Quatrième de couverture

La vie d’Adrien et de Louise est un chaos enchanteur. Méritant et réservé, il travaille pour assurer leur quotidien. Ouvrière qualifiée de l’imaginaire, elle désaxe la réalité pour illuminer leur ordinaire. Leur équilibre amoureux est bouleversé le jour où l’agenda stratégique de l’employeur d’Adrien coïncide avec la découverte de tumeurs dans les poumons de sa femme. Pendant que les médecins mettent en place un protocole que Louise s’amuse à triturer dans tous les sens, l’employé modèle est exilé par un plan social aux confins d’un couloir. Sidéré, Adrien choisit pour la première fois de désobéir: il déserte son bureau vide pour se dévouer tout entier à Louise, qui, jour après jour, perd de l’altitude. Mais peut-on vraiment larguer les amarres et disparaître ainsi sans prévenir? Et les frasques les plus poétiques peuvent-elles tromper la mélancolie, la maladie et finalement la mort?

Mon avis

Une histoire d’amour magnifique, un couple hors du commun. Et la déraison, qui aide à affronter la douleur envers et contre tout, quoiqu’il en coûte. Un livre poétique et bouleversant qui nous fait passer du sourire aux larmes!
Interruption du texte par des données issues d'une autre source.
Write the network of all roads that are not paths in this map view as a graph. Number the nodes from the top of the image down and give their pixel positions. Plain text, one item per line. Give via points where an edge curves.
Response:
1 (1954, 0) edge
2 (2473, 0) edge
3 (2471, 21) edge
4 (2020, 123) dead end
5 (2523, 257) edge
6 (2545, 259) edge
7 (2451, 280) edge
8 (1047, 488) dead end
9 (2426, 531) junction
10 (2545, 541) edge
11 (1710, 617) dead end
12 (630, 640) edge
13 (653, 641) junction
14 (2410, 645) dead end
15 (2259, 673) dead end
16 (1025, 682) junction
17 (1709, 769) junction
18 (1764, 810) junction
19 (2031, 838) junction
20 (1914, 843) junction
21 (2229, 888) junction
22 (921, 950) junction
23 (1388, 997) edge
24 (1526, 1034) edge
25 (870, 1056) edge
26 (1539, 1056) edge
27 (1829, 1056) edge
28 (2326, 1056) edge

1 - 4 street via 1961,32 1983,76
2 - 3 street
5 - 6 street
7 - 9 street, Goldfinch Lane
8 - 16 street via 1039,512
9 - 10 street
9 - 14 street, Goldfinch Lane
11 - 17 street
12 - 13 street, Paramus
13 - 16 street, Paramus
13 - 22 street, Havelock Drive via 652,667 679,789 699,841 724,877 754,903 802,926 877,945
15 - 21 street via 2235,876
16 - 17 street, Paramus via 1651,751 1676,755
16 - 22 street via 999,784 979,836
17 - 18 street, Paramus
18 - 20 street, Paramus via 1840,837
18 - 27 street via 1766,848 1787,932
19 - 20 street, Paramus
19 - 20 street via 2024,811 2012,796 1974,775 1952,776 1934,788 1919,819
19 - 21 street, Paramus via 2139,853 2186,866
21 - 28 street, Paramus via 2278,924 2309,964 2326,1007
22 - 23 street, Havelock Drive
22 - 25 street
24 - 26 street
Un bonheur de lecture dévoré en quelques heures!! Une écriture originale et riche.

Extraits

– Peut-être l’a-t-elle aimé pour une raison qui se trouve n’en être aucune. Juste parce que l’aimer, c’était pile l’endroit où se trouver, le point entouré sur la carte de Louise, le millimètre carré où s’enfonce la fléchette lancée sur la cible. Ou peut-être l’a-t-elle aimé instinctivement. Sans hiérarchie de pourquoi ou de parce que… p.13

– … permettant à Louise de se multiplier… de créer, d’interpréter, d’élaborer, de rêver, d’imaginer, de peindre, de fonder, de rire, de fabriquer, de concevoir, d’innover, d’écrire, de dessiner, de susciter, de bâtir, de jouer. De devenir Louise. p.49-50

– … l’amour est la langue secrète d’une minuscule communauté où l’on réside seul la plupart du temps. p.79

– Ses fantasqueries, ses bizarrettes, son imaginatie, son inventivitelle, ses pensettes créatiques, sa follesse, sa légèretère. Encouragées, entretenues, quoi qu’il lui en coûte, elles demeureraient, survivantes. p.154

– L’amour est à vivre… Le reste, c’est du reportage. p.207

– Mais la loi ne connaît pas l’amour, ni la complexité de ses méandres, les filaments de son silence, ses vallées perdues, les accélérations soudaines de son tempo, sa fébrilité, ses parages miraculeux, ses salves électriques, le sang qui monte et vient bâtonner les tempes, l’éclosion du sentiment jusqu’à la surface d’un être vivant et toute son existence à suivre. p.212

Note: 5/5 💙💙

Editions de l’Observatoire, 2018, 220p.